▶ Data for analysis:
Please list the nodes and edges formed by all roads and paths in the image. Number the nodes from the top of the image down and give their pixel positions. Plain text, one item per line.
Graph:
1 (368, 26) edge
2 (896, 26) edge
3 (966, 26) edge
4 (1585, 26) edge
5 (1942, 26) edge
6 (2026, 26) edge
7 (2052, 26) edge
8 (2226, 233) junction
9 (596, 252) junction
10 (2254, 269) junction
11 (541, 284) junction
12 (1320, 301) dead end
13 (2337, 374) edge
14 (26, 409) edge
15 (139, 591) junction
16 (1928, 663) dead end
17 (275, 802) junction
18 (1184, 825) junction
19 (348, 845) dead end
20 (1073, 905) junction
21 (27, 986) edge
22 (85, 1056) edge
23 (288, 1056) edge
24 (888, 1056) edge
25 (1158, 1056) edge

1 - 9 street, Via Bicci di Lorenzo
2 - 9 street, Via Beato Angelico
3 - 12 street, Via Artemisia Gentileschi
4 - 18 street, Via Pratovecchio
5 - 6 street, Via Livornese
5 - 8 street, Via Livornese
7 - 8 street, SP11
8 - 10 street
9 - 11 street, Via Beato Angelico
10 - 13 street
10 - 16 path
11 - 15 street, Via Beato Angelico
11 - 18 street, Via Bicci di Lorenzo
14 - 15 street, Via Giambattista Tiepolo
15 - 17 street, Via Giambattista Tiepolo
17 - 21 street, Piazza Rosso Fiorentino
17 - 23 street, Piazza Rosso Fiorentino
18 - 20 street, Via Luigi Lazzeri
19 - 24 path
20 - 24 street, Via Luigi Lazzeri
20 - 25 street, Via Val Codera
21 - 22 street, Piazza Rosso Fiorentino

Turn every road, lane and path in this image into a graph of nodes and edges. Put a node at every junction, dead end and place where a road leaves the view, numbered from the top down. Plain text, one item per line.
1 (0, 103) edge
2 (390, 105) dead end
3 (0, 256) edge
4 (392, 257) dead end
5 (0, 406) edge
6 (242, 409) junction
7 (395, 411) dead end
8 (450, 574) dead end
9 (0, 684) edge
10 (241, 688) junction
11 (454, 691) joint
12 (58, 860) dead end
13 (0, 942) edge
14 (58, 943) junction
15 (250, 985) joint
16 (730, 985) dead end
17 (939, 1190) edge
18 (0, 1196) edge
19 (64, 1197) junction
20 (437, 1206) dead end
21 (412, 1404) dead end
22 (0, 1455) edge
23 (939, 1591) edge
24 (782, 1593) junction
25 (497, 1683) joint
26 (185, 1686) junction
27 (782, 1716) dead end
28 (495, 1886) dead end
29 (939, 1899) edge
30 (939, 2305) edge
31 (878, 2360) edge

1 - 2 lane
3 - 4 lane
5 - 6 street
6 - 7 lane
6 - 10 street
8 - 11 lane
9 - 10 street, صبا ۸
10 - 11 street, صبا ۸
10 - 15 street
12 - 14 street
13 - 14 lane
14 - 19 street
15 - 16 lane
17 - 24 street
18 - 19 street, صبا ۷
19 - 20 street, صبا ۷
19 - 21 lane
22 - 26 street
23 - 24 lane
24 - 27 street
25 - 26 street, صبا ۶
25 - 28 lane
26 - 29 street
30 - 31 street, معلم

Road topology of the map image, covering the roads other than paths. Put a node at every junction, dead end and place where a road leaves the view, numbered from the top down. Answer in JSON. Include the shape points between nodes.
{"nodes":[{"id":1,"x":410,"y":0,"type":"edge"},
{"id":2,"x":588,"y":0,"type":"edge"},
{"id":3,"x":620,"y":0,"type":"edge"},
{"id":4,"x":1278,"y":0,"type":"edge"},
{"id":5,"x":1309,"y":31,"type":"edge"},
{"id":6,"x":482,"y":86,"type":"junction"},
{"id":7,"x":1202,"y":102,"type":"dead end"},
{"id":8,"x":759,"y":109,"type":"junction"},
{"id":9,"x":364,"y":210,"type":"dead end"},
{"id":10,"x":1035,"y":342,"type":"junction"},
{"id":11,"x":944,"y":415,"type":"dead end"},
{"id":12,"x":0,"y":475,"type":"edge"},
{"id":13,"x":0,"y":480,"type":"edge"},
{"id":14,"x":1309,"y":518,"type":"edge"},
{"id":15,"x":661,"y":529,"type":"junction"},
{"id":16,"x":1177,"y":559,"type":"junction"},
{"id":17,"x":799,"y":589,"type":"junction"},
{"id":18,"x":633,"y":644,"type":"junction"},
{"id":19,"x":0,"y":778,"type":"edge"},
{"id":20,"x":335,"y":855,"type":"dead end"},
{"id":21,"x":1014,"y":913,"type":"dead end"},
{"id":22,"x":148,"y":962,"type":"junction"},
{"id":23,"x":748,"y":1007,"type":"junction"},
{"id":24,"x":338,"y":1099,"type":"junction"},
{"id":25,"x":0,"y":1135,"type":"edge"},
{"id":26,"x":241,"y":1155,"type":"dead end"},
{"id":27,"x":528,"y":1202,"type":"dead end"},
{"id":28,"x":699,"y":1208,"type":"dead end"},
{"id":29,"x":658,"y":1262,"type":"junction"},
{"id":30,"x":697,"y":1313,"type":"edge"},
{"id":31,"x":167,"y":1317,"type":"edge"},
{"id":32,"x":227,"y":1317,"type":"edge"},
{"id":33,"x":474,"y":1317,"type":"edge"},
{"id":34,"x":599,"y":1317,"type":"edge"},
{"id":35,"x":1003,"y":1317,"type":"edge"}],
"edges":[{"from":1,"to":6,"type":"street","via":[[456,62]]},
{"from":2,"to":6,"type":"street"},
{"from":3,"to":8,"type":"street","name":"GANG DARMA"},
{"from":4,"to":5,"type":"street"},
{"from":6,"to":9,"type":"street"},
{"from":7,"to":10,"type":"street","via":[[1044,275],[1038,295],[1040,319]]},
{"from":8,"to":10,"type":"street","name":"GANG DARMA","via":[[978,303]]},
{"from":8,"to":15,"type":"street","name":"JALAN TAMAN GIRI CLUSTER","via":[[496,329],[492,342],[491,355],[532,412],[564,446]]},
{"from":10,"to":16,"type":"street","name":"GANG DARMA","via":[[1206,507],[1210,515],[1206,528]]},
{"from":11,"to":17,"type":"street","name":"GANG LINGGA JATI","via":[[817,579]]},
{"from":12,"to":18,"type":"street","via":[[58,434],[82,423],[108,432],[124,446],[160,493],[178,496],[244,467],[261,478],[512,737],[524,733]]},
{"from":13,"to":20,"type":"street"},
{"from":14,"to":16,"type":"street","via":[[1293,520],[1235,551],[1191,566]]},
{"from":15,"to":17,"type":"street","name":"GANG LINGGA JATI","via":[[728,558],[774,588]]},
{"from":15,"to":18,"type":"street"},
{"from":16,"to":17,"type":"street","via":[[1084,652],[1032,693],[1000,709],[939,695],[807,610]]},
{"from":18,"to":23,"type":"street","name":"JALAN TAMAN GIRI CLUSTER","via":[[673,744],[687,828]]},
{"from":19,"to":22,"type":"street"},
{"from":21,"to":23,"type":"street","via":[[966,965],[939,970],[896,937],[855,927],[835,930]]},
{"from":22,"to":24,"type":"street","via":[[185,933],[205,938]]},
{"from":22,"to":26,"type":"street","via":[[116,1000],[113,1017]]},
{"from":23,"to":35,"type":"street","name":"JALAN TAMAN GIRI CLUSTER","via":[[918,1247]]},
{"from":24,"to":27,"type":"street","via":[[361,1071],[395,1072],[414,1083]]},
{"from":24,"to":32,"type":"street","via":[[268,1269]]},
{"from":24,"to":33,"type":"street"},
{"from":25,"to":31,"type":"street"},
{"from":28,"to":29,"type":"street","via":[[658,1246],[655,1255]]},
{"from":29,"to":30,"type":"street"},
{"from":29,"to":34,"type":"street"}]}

▶ Brief:
Line by line, please copy the records above exactly.

▶ Response box:
Please list the nodes and edges formed by all roads and paths in the image. Number the nodes from the top of the image down and give their pixel positions. Plain text, one item per line.
Graph:
1 (368, 26) edge
2 (896, 26) edge
3 (966, 26) edge
4 (1585, 26) edge
5 (1942, 26) edge
6 (2026, 26) edge
7 (2052, 26) edge
8 (2226, 233) junction
9 (596, 252) junction
10 (2254, 269) junction
11 (541, 284) junction
12 (1320, 301) dead end
13 (2337, 374) edge
14 (26, 409) edge
15 (139, 591) junction
16 (1928, 663) dead end
17 (275, 802) junction
18 (1184, 825) junction
19 (348, 845) dead end
20 (1073, 905) junction
21 (27, 986) edge
22 (85, 1056) edge
23 (288, 1056) edge
24 (888, 1056) edge
25 (1158, 1056) edge

1 - 9 street, Via Bicci di Lorenzo
2 - 9 street, Via Beato Angelico
3 - 12 street, Via Artemisia Gentileschi
4 - 18 street, Via Pratovecchio
5 - 6 street, Via Livornese
5 - 8 street, Via Livornese
7 - 8 street, SP11
8 - 10 street
9 - 11 street, Via Beato Angelico
10 - 13 street
10 - 16 path
11 - 15 street, Via Beato Angelico
11 - 18 street, Via Bicci di Lorenzo
14 - 15 street, Via Giambattista Tiepolo
15 - 17 street, Via Giambattista Tiepolo
17 - 21 street, Piazza Rosso Fiorentino
17 - 23 street, Piazza Rosso Fiorentino
18 - 20 street, Via Luigi Lazzeri
19 - 24 path
20 - 24 street, Via Luigi Lazzeri
20 - 25 street, Via Val Codera
21 - 22 street, Piazza Rosso Fiorentino

Turn every road, lane and path in this image into a graph of nodes and edges. Put a node at every junction, dead end and place where a road leaves the view, numbered from the top down. Plain text, one item per line.
1 (0, 103) edge
2 (390, 105) dead end
3 (0, 256) edge
4 (392, 257) dead end
5 (0, 406) edge
6 (242, 409) junction
7 (395, 411) dead end
8 (450, 574) dead end
9 (0, 684) edge
10 (241, 688) junction
11 (454, 691) joint
12 (58, 860) dead end
13 (0, 942) edge
14 (58, 943) junction
15 (250, 985) joint
16 (730, 985) dead end
17 (939, 1190) edge
18 (0, 1196) edge
19 (64, 1197) junction
20 (437, 1206) dead end
21 (412, 1404) dead end
22 (0, 1455) edge
23 (939, 1591) edge
24 (782, 1593) junction
25 (497, 1683) joint
26 (185, 1686) junction
27 (782, 1716) dead end
28 (495, 1886) dead end
29 (939, 1899) edge
30 (939, 2305) edge
31 (878, 2360) edge

1 - 2 lane
3 - 4 lane
5 - 6 street
6 - 7 lane
6 - 10 street
8 - 11 lane
9 - 10 street, صبا ۸
10 - 11 street, صبا ۸
10 - 15 street
12 - 14 street
13 - 14 lane
14 - 19 street
15 - 16 lane
17 - 24 street
18 - 19 street, صبا ۷
19 - 20 street, صبا ۷
19 - 21 lane
22 - 26 street
23 - 24 lane
24 - 27 street
25 - 26 street, صبا ۶
25 - 28 lane
26 - 29 street
30 - 31 street, معلم

Road topology of the map image, covering the roads other than paths. Put a node at every junction, dead end and place where a road leaves the view, numbered from the top down. Answer in JSON. Include the shape points between nodes.
{"nodes":[{"id":1,"x":410,"y":0,"type":"edge"},
{"id":2,"x":588,"y":0,"type":"edge"},
{"id":3,"x":620,"y":0,"type":"edge"},
{"id":4,"x":1278,"y":0,"type":"edge"},
{"id":5,"x":1309,"y":31,"type":"edge"},
{"id":6,"x":482,"y":86,"type":"junction"},
{"id":7,"x":1202,"y":102,"type":"dead end"},
{"id":8,"x":759,"y":109,"type":"junction"},
{"id":9,"x":364,"y":210,"type":"dead end"},
{"id":10,"x":1035,"y":342,"type":"junction"},
{"id":11,"x":944,"y":415,"type":"dead end"},
{"id":12,"x":0,"y":475,"type":"edge"},
{"id":13,"x":0,"y":480,"type":"edge"},
{"id":14,"x":1309,"y":518,"type":"edge"},
{"id":15,"x":661,"y":529,"type":"junction"},
{"id":16,"x":1177,"y":559,"type":"junction"},
{"id":17,"x":799,"y":589,"type":"junction"},
{"id":18,"x":633,"y":644,"type":"junction"},
{"id":19,"x":0,"y":778,"type":"edge"},
{"id":20,"x":335,"y":855,"type":"dead end"},
{"id":21,"x":1014,"y":913,"type":"dead end"},
{"id":22,"x":148,"y":962,"type":"junction"},
{"id":23,"x":748,"y":1007,"type":"junction"},
{"id":24,"x":338,"y":1099,"type":"junction"},
{"id":25,"x":0,"y":1135,"type":"edge"},
{"id":26,"x":241,"y":1155,"type":"dead end"},
{"id":27,"x":528,"y":1202,"type":"dead end"},
{"id":28,"x":699,"y":1208,"type":"dead end"},
{"id":29,"x":658,"y":1262,"type":"junction"},
{"id":30,"x":697,"y":1313,"type":"edge"},
{"id":31,"x":167,"y":1317,"type":"edge"},
{"id":32,"x":227,"y":1317,"type":"edge"},
{"id":33,"x":474,"y":1317,"type":"edge"},
{"id":34,"x":599,"y":1317,"type":"edge"},
{"id":35,"x":1003,"y":1317,"type":"edge"}],
"edges":[{"from":1,"to":6,"type":"street","via":[[456,62]]},
{"from":2,"to":6,"type":"street"},
{"from":3,"to":8,"type":"street","name":"GANG DARMA"},
{"from":4,"to":5,"type":"street"},
{"from":6,"to":9,"type":"street"},
{"from":7,"to":10,"type":"street","via":[[1044,275],[1038,295],[1040,319]]},
{"from":8,"to":10,"type":"street","name":"GANG DARMA","via":[[978,303]]},
{"from":8,"to":15,"type":"street","name":"JALAN TAMAN GIRI CLUSTER","via":[[496,329],[492,342],[491,355],[532,412],[564,446]]},
{"from":10,"to":16,"type":"street","name":"GANG DARMA","via":[[1206,507],[1210,515],[1206,528]]},
{"from":11,"to":17,"type":"street","name":"GANG LINGGA JATI","via":[[817,579]]},
{"from":12,"to":18,"type":"street","via":[[58,434],[82,423],[108,432],[124,446],[160,493],[178,496],[244,467],[261,478],[512,737],[524,733]]},
{"from":13,"to":20,"type":"street"},
{"from":14,"to":16,"type":"street","via":[[1293,520],[1235,551],[1191,566]]},
{"from":15,"to":17,"type":"street","name":"GANG LINGGA JATI","via":[[728,558],[774,588]]},
{"from":15,"to":18,"type":"street"},
{"from":16,"to":17,"type":"street","via":[[1084,652],[1032,693],[1000,709],[939,695],[807,610]]},
{"from":18,"to":23,"type":"street","name":"JALAN TAMAN GIRI CLUSTER","via":[[673,744],[687,828]]},
{"from":19,"to":22,"type":"street"},
{"from":21,"to":23,"type":"street","via":[[966,965],[939,970],[896,937],[855,927],[835,930]]},
{"from":22,"to":24,"type":"street","via":[[185,933],[205,938]]},
{"from":22,"to":26,"type":"street","via":[[116,1000],[113,1017]]},
{"from":23,"to":35,"type":"street","name":"JALAN TAMAN GIRI CLUSTER","via":[[918,1247]]},
{"from":24,"to":27,"type":"street","via":[[361,1071],[395,1072],[414,1083]]},
{"from":24,"to":32,"type":"street","via":[[268,1269]]},
{"from":24,"to":33,"type":"street"},
{"from":25,"to":31,"type":"street"},
{"from":28,"to":29,"type":"street","via":[[658,1246],[655,1255]]},
{"from":29,"to":30,"type":"street"},
{"from":29,"to":34,"type":"street"}]}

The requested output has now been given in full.